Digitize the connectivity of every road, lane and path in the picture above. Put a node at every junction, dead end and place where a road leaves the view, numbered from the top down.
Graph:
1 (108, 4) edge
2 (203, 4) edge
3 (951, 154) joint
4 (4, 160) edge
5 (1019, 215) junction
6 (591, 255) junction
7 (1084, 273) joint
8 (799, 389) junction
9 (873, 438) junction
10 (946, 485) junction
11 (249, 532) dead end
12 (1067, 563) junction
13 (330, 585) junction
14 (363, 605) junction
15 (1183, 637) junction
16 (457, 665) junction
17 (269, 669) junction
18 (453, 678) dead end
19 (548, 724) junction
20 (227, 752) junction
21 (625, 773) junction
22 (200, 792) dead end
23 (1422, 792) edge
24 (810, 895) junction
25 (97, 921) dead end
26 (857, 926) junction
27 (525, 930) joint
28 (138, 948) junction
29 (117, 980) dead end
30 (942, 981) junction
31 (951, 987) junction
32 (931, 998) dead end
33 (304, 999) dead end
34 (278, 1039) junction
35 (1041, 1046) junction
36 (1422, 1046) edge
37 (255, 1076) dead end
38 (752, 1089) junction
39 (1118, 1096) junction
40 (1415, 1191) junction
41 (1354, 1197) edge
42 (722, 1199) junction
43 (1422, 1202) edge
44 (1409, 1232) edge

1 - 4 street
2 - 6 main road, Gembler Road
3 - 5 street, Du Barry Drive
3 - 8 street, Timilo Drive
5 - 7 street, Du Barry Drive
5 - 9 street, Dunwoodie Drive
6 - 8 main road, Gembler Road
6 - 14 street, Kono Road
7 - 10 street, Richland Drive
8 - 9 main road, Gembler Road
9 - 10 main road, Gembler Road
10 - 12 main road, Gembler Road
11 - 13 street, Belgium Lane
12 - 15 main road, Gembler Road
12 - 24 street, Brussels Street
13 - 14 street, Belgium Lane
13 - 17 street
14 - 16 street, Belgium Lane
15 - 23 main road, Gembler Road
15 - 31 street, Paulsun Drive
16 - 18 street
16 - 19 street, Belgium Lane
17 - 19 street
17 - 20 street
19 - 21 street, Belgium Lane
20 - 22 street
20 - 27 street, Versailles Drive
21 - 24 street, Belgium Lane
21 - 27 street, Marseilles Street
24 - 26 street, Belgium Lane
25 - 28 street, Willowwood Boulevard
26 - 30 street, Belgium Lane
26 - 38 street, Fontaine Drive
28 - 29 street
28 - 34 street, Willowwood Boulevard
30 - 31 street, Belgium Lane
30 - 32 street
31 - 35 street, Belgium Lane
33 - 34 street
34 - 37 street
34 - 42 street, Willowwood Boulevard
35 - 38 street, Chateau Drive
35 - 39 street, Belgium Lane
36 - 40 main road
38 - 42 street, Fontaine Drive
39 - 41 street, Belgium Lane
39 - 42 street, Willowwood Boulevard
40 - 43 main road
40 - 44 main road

= = = = = = =

Problem description
Using the entries, return every line where the word "Boulevard" can be found.

Reply to the exercise
25 - 28 street, Willowwood Boulevard
28 - 34 street, Willowwood Boulevard
34 - 42 street, Willowwood Boulevard
39 - 42 street, Willowwood Boulevard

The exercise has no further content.